The type of step function that can be passed to BeamSearch.search.

This can either be StepFunctionTypeWithTimestep or StepFunctionTypeNoTimestep.

ConstraintStateType

ConstraintStateType = List[List[Dict[str, Any]]]

Sampler

class Sampler(Registrable)

An abstract class that can be used to sample candidates (either nodes or beams) within BeamSearch.

A Sampler just has three methods, init_state(), sample_nodes() and sample_beams().

init_state() takes three arguments:

  • a tensor of starting log probs with shape (batch_size,, num_classes),
  • the batch size, an int,
  • and the number of classes, also an int.

It returns a state dictionary with any state tensors needed for subsequent calls to sample_nodes() and sample_beams().

By default this method just returns an empty dictionary.

Both sample_nodes() and sample_beams() should take three arguments:

  • tensor of normalized log probabilities with shape (batch_size, num_examples),
  • an integer representing the number of samples to take for each example in the batch,
  • and a state dictionary which could contain any tensors needed for the Sampler to keep track of state.

For sample_nodes(), num_examples = num_classes, but for sample_beams, num_examples = beam_size * per_node_beam_size.

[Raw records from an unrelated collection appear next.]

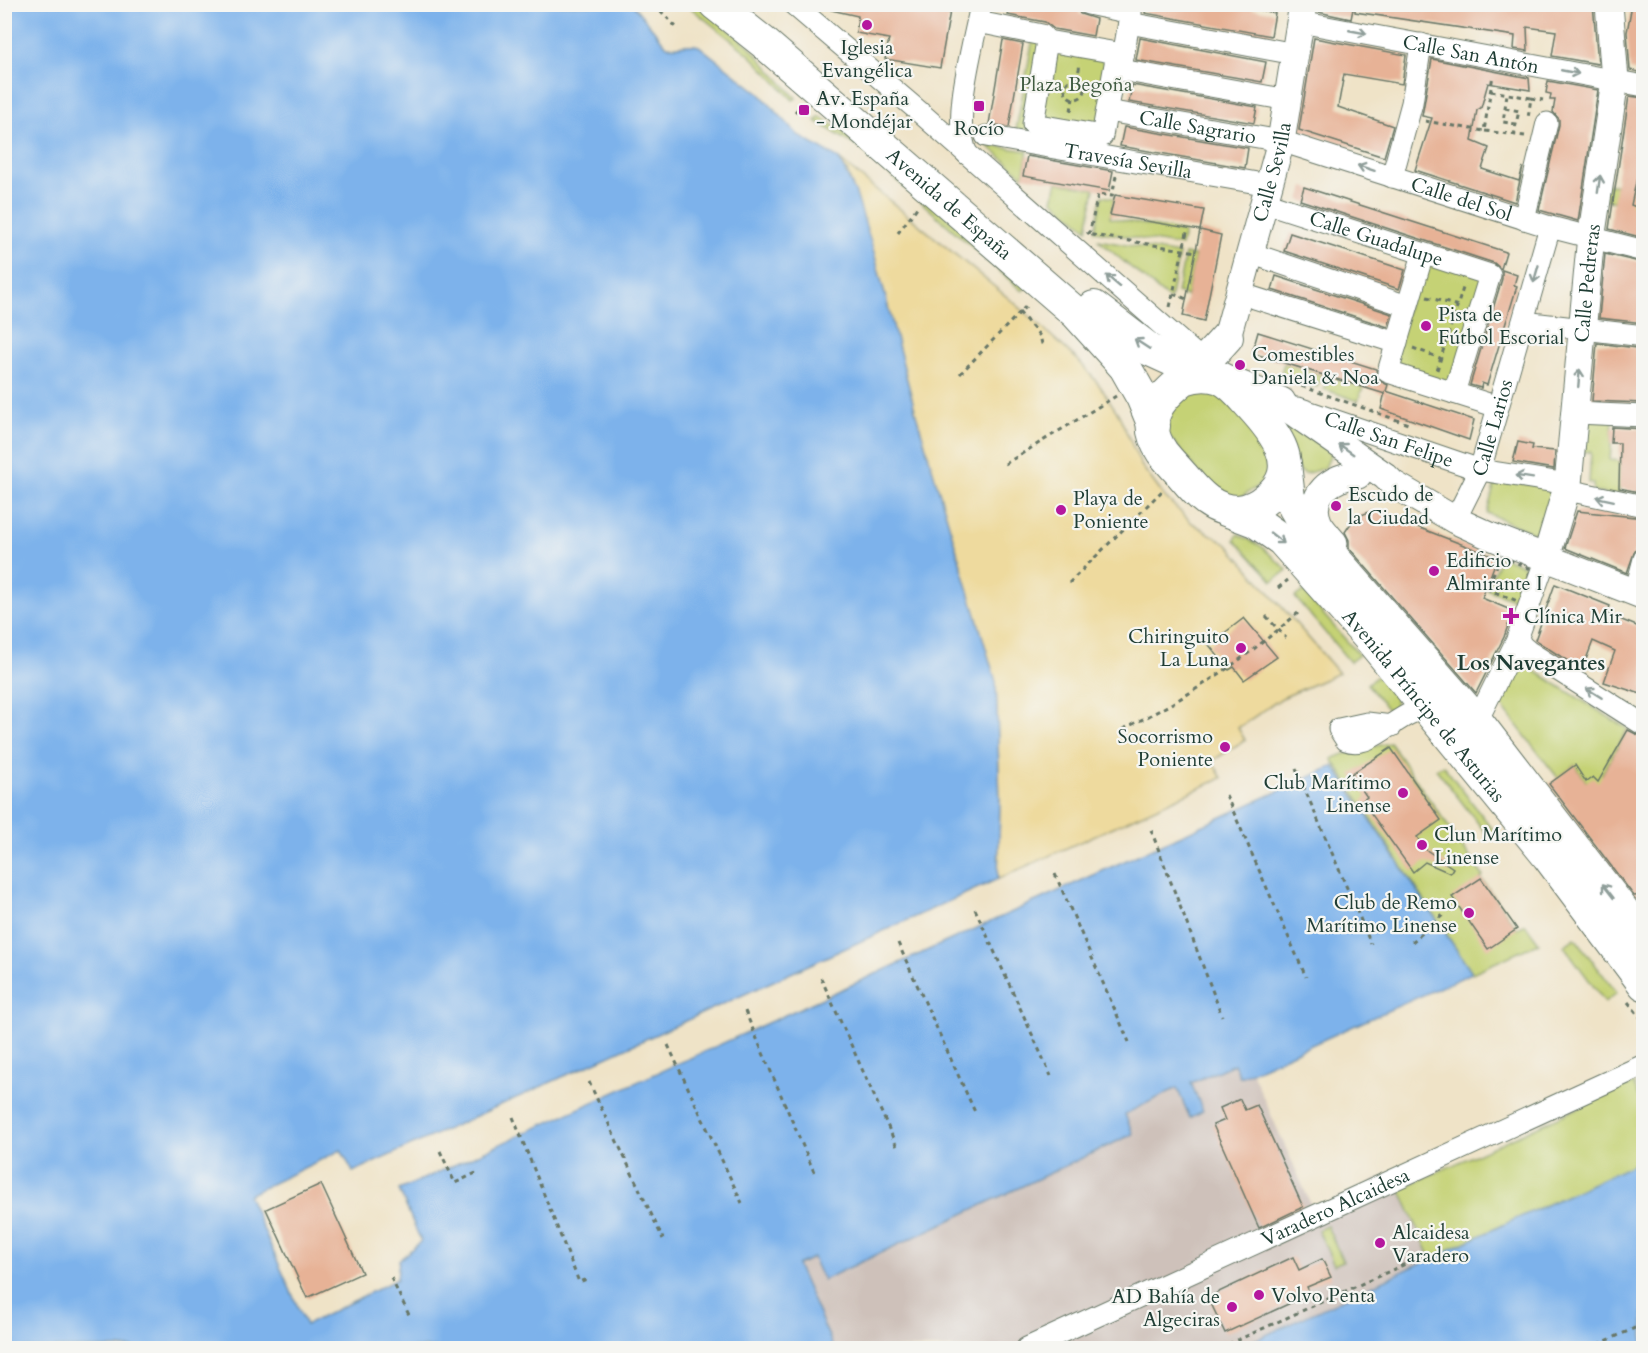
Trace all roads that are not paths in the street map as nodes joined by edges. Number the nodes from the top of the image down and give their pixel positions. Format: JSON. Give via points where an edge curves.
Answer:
{"nodes":[{"id":1,"x":715,"y":4,"type":"edge"},
{"id":2,"x":742,"y":4,"type":"edge"},
{"id":3,"x":792,"y":4,"type":"edge"},
{"id":4,"x":1088,"y":4,"type":"edge"},
{"id":5,"x":1610,"y":4,"type":"edge"},
{"id":6,"x":1131,"y":13,"type":"edge"},
{"id":7,"x":1301,"y":13,"type":"edge"},
{"id":8,"x":979,"y":14,"type":"edge"},
{"id":9,"x":1047,"y":41,"type":"junction"},
{"id":10,"x":1421,"y":44,"type":"junction"},
{"id":11,"x":1295,"y":54,"type":"junction"},
{"id":12,"x":1121,"y":58,"type":"junction"},
{"id":13,"x":1615,"y":80,"type":"junction"},
{"id":14,"x":1644,"y":86,"type":"edge"},
{"id":15,"x":1288,"y":100,"type":"junction"},
{"id":16,"x":962,"y":111,"type":"junction"},
{"id":17,"x":1113,"y":112,"type":"junction"},
{"id":18,"x":929,"y":120,"type":"junction"},
{"id":19,"x":1547,"y":123,"type":"dead end"},
{"id":20,"x":1029,"y":133,"type":"junction"},
{"id":21,"x":986,"y":136,"type":"dead end"},
{"id":22,"x":1281,"y":141,"type":"junction"},
{"id":23,"x":1109,"y":148,"type":"junction"},
{"id":24,"x":967,"y":154,"type":"junction"},
{"id":25,"x":1392,"y":177,"type":"junction"},
{"id":26,"x":1266,"y":193,"type":"junction"},
{"id":27,"x":1524,"y":219,"type":"junction"},
{"id":28,"x":1550,"y":227,"type":"junction"},
{"id":29,"x":1591,"y":238,"type":"junction"},
{"id":30,"x":1644,"y":251,"type":"edge"},
{"id":31,"x":1250,"y":253,"type":"junction"},
{"id":32,"x":1423,"y":254,"type":"junction"},
{"id":33,"x":1239,"y":292,"type":"junction"},
{"id":34,"x":1409,"y":299,"type":"junction"},
{"id":35,"x":1523,"y":322,"type":"junction"},
{"id":36,"x":1583,"y":329,"type":"junction"},
{"id":37,"x":1644,"y":336,"type":"edge"},
{"id":38,"x":1227,"y":337,"type":"joint"},
{"id":39,"x":1397,"y":343,"type":"junction"},
{"id":40,"x":1210,"y":377,"type":"junction"},
{"id":41,"x":1284,"y":392,"type":"junction"},
{"id":42,"x":1454,"y":393,"type":"junction"},
{"id":43,"x":1498,"y":407,"type":"junction"},
{"id":44,"x":1576,"y":413,"type":"junction"},
{"id":45,"x":1644,"y":416,"type":"edge"},
{"id":46,"x":1154,"y":426,"type":"junction"},
{"id":47,"x":1480,"y":470,"type":"junction"},
{"id":48,"x":1358,"y":475,"type":"junction"},
{"id":49,"x":1281,"y":483,"type":"junction"},
{"id":50,"x":1393,"y":484,"type":"junction"},
{"id":51,"x":1567,"y":487,"type":"junction"},
{"id":52,"x":1644,"y":506,"type":"edge"},
{"id":53,"x":1226,"y":510,"type":"junction"},
{"id":54,"x":1455,"y":520,"type":"junction"},
{"id":55,"x":1644,"y":559,"type":"edge"},
{"id":56,"x":1535,"y":562,"type":"junction"},
{"id":57,"x":1639,"y":594,"type":"edge"},
{"id":58,"x":1518,"y":637,"type":"junction"},
{"id":59,"x":1428,"y":702,"type":"junction"},
{"id":60,"x":1474,"y":719,"type":"junction"},
{"id":61,"x":1644,"y":725,"type":"edge"},
{"id":62,"x":1392,"y":726,"type":"junction"},
{"id":63,"x":1638,"y":920,"type":"edge"},
{"id":64,"x":1644,"y":984,"type":"edge"},
{"id":65,"x":1644,"y":1065,"type":"edge"},
{"id":66,"x":1027,"y":1348,"type":"edge"}],
"edges":[{"from":1,"to":46,"type":"highway","name":"Avenida de España","via":[[1077,314],[1133,379]]},
{"from":40,"to":2,"type":"highway","name":"Avenida de España","one_way":true,"via":[[1150,350],[1118,327]]},
{"from":3,"to":18,"type":"street"},
{"from":4,"to":6,"type":"street"},
{"from":5,"to":13,"type":"main road","name":"Calle Pedreras"},
{"from":6,"to":11,"type":"street"},
{"from":6,"to":12,"type":"street"},
{"from":7,"to":10,"type":"street","name":"Calle San Antón","one_way":true},
{"from":7,"to":11,"type":"main road","name":"Calle Sevilla"},
{"from":8,"to":9,"type":"street","via":[[1042,35]]},
{"from":8,"to":16,"type":"street"},
{"from":9,"to":12,"type":"street"},
{"from":9,"to":20,"type":"street"},
{"from":10,"to":13,"type":"street","name":"Calle San Antón","one_way":true},
{"from":10,"to":25,"type":"street","via":[[1408,118]]},
{"from":11,"to":15,"type":"main road","name":"Calle Sevilla"},
{"from":12,"to":15,"type":"street"},
{"from":12,"to":17,"type":"street"},
{"from":12,"to":23,"type":"street"},
{"from":13,"to":14,"type":"street","name":"Calle San Antón"},
{"from":29,"to":13,"type":"main road","name":"Calle Pedreras","one_way":true},
{"from":15,"to":22,"type":"main road","name":"Calle Sevilla"},
{"from":16,"to":18,"type":"street","via":[[946,122]]},
{"from":16,"to":24,"type":"street","via":[[962,138]]},
{"from":17,"to":22,"type":"street","name":"Calle Sagrario"},
{"from":17,"to":23,"type":"street"},
{"from":18,"to":24,"type":"street"},
{"from":19,"to":27,"type":"street"},
{"from":20,"to":21,"type":"street","name":"Travesía Sevilla"},
{"from":20,"to":23,"type":"street","name":"Travesía Sevilla"},
{"from":25,"to":22,"type":"street","name":"Calle del Sol","one_way":true},
{"from":22,"to":26,"type":"main road","name":"Calle Sevilla"},
{"from":23,"to":26,"type":"street","name":"Travesía Sevilla"},
{"from":40,"to":24,"type":"street","one_way":true},
{"from":25,"to":27,"type":"street","name":"Calle del Sol"},
{"from":26,"to":31,"type":"main road","name":"Calle Sevilla"},
{"from":26,"to":32,"type":"street","name":"Calle Guadalupe"},
{"from":27,"to":28,"type":"street","name":"Calle del Sol"},
{"from":28,"to":29,"type":"street","name":"Calle del Sol"},
{"from":28,"to":35,"type":"street","name":"Calle Larios","one_way":true},
{"from":29,"to":30,"type":"street","name":"Calle del Sol"},
{"from":29,"to":36,"type":"main road","name":"Calle Pedreras"},
{"from":31,"to":33,"type":"main road","name":"Calle Sevilla"},
{"from":31,"to":34,"type":"street"},
{"from":32,"to":34,"type":"street"},
{"from":32,"to":42,"type":"street","name":"Calle Guadalupe","via":[[1490,275]]},
{"from":33,"to":38,"type":"main road","name":"Calle Sevilla"},
{"from":33,"to":39,"type":"street"},
{"from":34,"to":39,"type":"street"},
{"from":35,"to":36,"type":"street"},
{"from":35,"to":43,"type":"street","name":"Calle Larios"},
{"from":36,"to":37,"type":"street"},
{"from":44,"to":36,"type":"main road","name":"Calle Pedreras","one_way":true},
{"from":38,"to":40,"type":"highway"},
{"from":39,"to":42,"type":"street","via":[[1388,372]]},
{"from":40,"to":41,"type":"highway"},
{"from":40,"to":46,"type":"highway","via":[[1159,401]]},
{"from":40,"to":49,"type":"highway","via":[[1272,429],[1279,440]]},
{"from":41,"to":47,"type":"street","name":"Calle San Felipe"},
{"from":50,"to":41,"type":"main road","one_way":true},
{"from":42,"to":43,"type":"street"},
{"from":43,"to":47,"type":"street","name":"Calle Larios"},
{"from":44,"to":45,"type":"street"},
{"from":44,"to":51,"type":"main road","name":"Calle Pedreras"},
{"from":46,"to":53,"type":"highway","via":[[1161,451],[1198,494]]},
{"from":51,"to":47,"type":"street","name":"Calle San Felipe","one_way":true},
{"from":47,"to":54,"type":"street","name":"Calle Larios"},
{"from":48,"to":49,"type":"main road","via":[[1328,475]]},
{"from":48,"to":50,"type":"main road"},
{"from":48,"to":59,"type":"main road","via":[[1339,478],[1326,486],[1316,508],[1319,524],[1440,662]]},
{"from":49,"to":53,"type":"highway","via":[[1251,508]]},
{"from":49,"to":59,"type":"highway","name":"Avenida Príncipe de Asturias","via":[[1304,524]]},
{"from":50,"to":54,"type":"main road"},
{"from":52,"to":51,"type":"street","name":"Calle San Felipe","one_way":true},
{"from":51,"to":56,"type":"main road","name":"Calle Pedreras"},
{"from":53,"to":59,"type":"highway","name":"Avenida Príncipe de Asturias","one_way":true,"via":[[1255,521],[1282,540]]},
{"from":54,"to":56,"type":"main road"},
{"from":55,"to":57,"type":"street"},
{"from":56,"to":57,"type":"main road"},
{"from":56,"to":58,"type":"street"},
{"from":58,"to":60,"type":"street","via":[[1484,708]]},
{"from":61,"to":58,"type":"street","one_way":true,"via":[[1528,651]]},
{"from":59,"to":60,"type":"highway","name":"Avenida Príncipe de Asturias"},
{"from":59,"to":62,"type":"street"},
{"from":59,"to":64,"type":"highway","name":"Avenida Príncipe de Asturias"},
{"from":63,"to":60,"type":"highway","name":"Avenida Príncipe de Asturias","one_way":true},
{"from":62,"to":62,"type":"street","via":[[1358,742],[1347,740],[1339,729],[1367,723]]},
{"from":65,"to":66,"type":"street","name":"Varadero Alcaidesa"}]}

The return value should be a tuple containing:

  • a tensor of log probabilities of the sampled examples with shape (batch_size, num_samples),
  • a tensor of indices of the sampled examples with shape (batch_size, num_samples),
  • and the updated state dictionary.

A default implementation of sample_beams is provided, which just deterministically picks the k examples with highest log probability.

default_implementation

class Sampler(Registrable):
 | ...
 | default_implementation = "deterministic"

init_state

class Sampler(Registrable):
 | ...
 | def init_state(
 |     self,
 |     start_class_log_probabilities: torch.Tensor,
 |     batch_size: int,
 |     num_classes: int
 | ) -> StateType

sample_nodes

class Sampler(Registrable):
 | ...
 | def sample_nodes(
 |     self,
 |     log_probs: torch.Tensor,
 |     per_node_beam_size: int,
 |     state: StateType
 | ) -> Tuple[torch.Tensor, torch.Tensor, StateType]

sample_beams

class Sampler(Registrable):
 | ...
 | def sample_beams(
 |     self,
 |     log_probs: torch.Tensor,
 |     beam_size: int,
 |     state: StateType
 | ) -> Tuple[torch.Tensor, torch.Tensor, StateType]

DeterministicSampler

@Sampler.register("deterministic")
class DeterministicSampler(Sampler)

A Sampler that just deterministically returns the k nodes or beams with highest log probability.

sample_nodes

class DeterministicSampler(Sampler):
 | ...
 | def sample_nodes(
 |     self,
 |     log_probs: torch.Tensor,
 |     per_node_beam_size: int,
 |     state: StateType
 | ) -> Tuple[torch.Tensor, torch.Tensor, StateType]

MultinomialSampler

@Sampler.register("multinomial")
class MultinomialSampler(Sampler):
 | def __init__(
 |     self,
 |     temperature: float = 1.0,
 |     with_replacement: bool = False
 | ) -> None

A Sampler which samples nodes from the given multinomial distribution. Beams are sampled in the default, non-deterministic way.

Parameters

  • temperature : float, optional (default = 1.0)
    A temperature below 1.0 produces a sharper probability distribution and a temperature above 1.0 produces a flatter probability distribution.
  • with_replacement : bool, optional (default = False)
    Whether to sample with replacement.

sample_nodes

class MultinomialSampler(Sampler):
 | ...
 | def sample_nodes(
 |     self,
 |     log_probs: torch.Tensor,
 |     per_node_beam_size: int,
 |     state: StateType
 | ) -> Tuple[torch.Tensor, torch.Tensor, StateType]

TopKSampler

@Sampler.register("top-k")
class TopKSampler(Sampler):
 | def __init__(
 |     self,
 |     k: int = 1,
 |     temperature: float = 1.0,
 |     with_replacement: bool = False
 | )

A Sampler which redistributes the probability mass function for nodes among the top k choices, then samples from that subset after re-normalizing the probabilities.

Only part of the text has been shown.